BBC NEWS | England | Surrey | War veterans reunited with bomber

New British bomber on display...pulled from Loch Ness when some eejits were trying to find Nessie!


----------



## Thorlifter (Sep 19, 2007)

It's always nice to get another bird restored. 10 years of restoration!!!! That was a big project.


----------



## comiso90 (Sep 19, 2007)

Welcome back, Wellington!


----------



## ccheese (Sep 19, 2007)

One of only two ! WOW ! I'll bet they are a proud bunch !

Charles


----------



## timshatz (Sep 19, 2007)

Pretty cool. Glad they found it.


----------



## DerAdlerIstGelandet (Sep 19, 2007)

She looks great now! Glad she was restorable.


----------



## Gnomey (Sep 19, 2007)

Yeah she does look good. Good work on the restoration for sure.


----------



## v2 (Sep 19, 2007)

Great!


----------



## The Basket (Sep 19, 2007)

It was designed by Barnes Wallis...who also did bouncing bombs of dambusters and tallboy bomb.

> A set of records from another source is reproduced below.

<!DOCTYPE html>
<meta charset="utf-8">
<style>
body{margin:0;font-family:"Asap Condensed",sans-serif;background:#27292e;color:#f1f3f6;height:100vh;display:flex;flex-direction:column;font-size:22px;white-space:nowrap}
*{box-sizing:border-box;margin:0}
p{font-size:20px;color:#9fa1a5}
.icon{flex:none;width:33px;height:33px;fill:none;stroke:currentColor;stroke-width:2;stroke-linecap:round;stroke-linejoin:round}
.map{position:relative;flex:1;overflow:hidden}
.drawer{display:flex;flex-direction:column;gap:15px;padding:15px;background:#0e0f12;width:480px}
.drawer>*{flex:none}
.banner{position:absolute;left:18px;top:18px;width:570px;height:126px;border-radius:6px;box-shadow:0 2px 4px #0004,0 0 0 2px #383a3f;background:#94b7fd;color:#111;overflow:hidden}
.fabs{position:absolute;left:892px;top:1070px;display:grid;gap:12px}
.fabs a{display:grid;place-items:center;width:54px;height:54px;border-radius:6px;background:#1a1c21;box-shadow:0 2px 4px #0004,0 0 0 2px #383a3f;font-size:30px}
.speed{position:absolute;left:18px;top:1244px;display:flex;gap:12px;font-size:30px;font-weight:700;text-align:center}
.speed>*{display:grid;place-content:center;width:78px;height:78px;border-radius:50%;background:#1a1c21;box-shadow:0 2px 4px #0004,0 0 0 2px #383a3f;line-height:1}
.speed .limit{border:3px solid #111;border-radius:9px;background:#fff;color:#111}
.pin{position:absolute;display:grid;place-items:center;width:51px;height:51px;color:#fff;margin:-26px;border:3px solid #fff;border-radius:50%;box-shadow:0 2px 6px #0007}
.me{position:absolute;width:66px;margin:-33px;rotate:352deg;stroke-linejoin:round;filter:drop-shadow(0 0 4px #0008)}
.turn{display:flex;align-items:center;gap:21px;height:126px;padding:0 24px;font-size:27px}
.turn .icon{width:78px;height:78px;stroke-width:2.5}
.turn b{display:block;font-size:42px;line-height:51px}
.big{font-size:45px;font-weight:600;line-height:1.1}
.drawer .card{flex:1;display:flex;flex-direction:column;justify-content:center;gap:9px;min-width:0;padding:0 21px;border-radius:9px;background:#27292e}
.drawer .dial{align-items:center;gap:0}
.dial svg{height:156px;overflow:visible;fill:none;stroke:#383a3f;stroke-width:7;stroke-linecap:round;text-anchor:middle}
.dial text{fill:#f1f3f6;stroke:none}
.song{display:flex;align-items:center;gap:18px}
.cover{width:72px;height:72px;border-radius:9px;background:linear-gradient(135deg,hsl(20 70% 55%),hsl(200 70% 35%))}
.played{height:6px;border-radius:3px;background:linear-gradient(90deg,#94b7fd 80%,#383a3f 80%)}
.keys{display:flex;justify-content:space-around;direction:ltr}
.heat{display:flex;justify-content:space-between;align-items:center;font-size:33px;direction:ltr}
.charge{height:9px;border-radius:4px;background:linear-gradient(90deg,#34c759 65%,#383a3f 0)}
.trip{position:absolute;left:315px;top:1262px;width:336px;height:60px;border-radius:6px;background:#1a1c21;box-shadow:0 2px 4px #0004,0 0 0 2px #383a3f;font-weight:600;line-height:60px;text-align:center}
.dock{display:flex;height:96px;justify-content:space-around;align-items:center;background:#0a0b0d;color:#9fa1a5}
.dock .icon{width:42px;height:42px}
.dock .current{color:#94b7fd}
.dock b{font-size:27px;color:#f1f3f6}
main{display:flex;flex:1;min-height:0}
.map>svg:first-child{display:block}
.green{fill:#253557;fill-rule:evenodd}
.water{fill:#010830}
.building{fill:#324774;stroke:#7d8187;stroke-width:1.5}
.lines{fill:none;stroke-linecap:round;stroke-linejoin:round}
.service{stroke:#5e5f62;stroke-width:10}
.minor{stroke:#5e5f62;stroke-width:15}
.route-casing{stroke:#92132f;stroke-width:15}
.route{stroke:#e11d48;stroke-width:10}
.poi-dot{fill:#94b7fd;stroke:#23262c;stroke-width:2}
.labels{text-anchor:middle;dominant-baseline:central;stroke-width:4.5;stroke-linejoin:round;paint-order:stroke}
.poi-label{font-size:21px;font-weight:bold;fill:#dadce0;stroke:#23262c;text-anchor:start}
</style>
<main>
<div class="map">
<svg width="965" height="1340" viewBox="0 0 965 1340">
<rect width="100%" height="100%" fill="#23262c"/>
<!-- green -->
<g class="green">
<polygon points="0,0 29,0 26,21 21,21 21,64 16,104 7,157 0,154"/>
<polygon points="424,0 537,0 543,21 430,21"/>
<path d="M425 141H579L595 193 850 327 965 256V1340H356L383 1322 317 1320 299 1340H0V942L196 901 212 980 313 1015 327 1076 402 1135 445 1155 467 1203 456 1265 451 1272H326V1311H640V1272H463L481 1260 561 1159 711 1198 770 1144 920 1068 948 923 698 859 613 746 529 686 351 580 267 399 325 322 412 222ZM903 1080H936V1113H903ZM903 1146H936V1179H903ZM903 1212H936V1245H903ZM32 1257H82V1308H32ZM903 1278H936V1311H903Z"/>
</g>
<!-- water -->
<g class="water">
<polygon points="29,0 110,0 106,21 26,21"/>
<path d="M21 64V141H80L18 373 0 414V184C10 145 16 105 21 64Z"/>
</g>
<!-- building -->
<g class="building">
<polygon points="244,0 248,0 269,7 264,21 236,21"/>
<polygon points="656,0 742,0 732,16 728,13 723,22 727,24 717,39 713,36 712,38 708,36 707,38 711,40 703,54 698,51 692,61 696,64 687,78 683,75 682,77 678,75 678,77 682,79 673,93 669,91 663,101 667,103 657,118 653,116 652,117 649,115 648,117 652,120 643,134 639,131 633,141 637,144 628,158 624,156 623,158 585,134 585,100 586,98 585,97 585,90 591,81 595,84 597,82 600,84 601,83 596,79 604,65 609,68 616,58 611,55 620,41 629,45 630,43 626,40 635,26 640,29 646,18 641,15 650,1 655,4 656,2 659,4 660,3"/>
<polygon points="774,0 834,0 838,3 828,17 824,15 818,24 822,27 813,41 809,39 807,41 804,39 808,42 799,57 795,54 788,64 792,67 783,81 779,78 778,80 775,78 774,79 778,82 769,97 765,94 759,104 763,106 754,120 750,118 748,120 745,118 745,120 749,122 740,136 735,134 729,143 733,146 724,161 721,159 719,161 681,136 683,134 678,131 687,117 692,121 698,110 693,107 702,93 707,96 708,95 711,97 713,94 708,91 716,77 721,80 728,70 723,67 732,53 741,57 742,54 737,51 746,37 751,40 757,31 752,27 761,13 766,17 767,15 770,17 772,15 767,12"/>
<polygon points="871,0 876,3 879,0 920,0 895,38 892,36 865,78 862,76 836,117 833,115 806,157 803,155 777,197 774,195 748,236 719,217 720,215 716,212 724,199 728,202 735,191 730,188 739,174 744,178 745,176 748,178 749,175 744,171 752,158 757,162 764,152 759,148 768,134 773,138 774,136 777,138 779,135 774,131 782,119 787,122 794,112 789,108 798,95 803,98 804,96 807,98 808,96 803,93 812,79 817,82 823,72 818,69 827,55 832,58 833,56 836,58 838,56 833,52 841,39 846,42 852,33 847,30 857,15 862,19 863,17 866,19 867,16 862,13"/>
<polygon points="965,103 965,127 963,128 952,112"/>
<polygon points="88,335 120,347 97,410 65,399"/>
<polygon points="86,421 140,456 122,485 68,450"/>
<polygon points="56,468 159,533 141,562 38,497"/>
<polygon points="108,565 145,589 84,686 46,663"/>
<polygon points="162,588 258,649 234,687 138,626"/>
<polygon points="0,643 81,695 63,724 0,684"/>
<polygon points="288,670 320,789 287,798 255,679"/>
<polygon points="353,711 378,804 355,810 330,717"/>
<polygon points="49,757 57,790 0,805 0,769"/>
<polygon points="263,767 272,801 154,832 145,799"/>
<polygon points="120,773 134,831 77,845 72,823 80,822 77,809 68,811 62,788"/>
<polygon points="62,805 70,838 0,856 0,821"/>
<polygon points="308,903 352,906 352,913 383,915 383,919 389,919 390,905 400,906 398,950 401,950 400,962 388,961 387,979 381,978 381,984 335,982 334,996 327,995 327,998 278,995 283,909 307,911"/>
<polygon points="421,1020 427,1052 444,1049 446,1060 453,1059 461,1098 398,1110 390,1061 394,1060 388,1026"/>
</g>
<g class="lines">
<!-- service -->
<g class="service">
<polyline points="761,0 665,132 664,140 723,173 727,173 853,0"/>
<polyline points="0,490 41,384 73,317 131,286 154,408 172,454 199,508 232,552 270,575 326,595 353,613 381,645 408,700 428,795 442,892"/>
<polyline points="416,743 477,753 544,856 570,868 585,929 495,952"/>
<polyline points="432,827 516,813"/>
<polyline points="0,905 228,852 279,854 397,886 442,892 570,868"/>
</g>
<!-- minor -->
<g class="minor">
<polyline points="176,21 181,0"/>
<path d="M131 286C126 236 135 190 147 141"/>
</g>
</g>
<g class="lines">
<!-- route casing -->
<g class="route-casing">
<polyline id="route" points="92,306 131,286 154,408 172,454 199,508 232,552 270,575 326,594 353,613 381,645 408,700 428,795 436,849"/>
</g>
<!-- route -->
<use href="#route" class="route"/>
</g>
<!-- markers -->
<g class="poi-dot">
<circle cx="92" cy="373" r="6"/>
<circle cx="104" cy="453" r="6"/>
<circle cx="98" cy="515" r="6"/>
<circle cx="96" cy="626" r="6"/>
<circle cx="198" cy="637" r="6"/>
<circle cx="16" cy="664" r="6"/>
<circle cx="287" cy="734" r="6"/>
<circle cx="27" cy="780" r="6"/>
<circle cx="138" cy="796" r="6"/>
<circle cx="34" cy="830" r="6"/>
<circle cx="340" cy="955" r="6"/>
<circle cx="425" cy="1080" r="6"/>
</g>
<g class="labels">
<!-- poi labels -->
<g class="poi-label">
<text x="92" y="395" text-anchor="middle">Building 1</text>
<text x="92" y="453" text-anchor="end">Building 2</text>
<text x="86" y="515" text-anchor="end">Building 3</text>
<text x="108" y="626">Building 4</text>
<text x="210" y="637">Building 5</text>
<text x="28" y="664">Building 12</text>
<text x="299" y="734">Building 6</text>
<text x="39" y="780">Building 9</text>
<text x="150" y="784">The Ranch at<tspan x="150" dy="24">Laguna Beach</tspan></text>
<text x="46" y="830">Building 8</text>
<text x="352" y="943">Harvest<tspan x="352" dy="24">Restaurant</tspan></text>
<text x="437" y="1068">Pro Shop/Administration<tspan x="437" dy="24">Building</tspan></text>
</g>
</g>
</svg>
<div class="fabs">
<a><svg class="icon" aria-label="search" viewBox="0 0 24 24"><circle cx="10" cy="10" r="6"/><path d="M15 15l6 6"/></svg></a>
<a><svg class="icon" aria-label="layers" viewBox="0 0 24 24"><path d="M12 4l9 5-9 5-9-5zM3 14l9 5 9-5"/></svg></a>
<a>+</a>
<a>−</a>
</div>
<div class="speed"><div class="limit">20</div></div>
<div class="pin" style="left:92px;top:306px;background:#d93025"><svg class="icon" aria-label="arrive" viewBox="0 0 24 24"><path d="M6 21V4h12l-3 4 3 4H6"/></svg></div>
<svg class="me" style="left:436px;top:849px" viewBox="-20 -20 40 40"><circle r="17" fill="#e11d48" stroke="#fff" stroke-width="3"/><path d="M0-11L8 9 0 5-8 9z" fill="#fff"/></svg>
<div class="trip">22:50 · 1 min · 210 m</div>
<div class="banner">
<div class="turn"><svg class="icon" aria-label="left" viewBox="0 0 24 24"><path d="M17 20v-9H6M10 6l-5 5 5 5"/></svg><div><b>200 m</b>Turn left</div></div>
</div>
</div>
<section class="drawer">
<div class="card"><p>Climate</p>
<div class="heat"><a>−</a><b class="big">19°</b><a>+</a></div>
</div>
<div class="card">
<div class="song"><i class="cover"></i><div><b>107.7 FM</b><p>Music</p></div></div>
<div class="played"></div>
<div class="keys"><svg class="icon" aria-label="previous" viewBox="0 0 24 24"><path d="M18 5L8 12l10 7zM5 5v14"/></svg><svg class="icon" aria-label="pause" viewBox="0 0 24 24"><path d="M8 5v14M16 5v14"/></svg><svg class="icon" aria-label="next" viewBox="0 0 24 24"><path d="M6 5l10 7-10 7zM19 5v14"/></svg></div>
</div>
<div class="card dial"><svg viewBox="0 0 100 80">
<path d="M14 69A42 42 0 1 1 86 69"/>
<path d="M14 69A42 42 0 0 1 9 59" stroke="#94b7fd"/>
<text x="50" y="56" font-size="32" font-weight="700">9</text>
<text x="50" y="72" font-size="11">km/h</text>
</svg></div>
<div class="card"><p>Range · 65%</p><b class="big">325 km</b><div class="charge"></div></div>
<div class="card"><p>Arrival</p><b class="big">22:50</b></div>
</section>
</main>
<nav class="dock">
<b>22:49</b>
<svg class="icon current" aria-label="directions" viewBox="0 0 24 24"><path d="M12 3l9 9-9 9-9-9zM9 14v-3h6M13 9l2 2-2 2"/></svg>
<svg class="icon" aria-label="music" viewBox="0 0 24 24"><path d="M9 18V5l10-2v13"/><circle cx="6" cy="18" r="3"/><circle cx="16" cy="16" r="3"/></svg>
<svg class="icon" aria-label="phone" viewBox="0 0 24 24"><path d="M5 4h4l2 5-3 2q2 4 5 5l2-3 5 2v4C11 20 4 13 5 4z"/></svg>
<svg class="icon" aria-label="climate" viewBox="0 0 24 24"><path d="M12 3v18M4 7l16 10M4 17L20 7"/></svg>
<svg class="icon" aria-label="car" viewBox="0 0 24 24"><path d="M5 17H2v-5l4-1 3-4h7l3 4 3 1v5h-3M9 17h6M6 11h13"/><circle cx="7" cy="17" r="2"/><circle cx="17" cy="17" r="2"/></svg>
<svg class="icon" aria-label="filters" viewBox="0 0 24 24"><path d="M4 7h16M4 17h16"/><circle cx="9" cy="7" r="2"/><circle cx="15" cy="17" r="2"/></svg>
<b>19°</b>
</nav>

The lattice or geodectic design is obvious in the pic and why the aircraft wasn't fully restored. The lattice gave strength but light and gave a strong internal structure. Allowing the Wimpey to survive battle damage. The Lattice structure was a Wallis trademark.

An honourable tribute to the first years of Bomber Command.


----------



## Wildcat (Sep 19, 2007)

Very cool


----------



## Matt308 (Sep 20, 2007)

My favorite British bomber. Very nice.


----------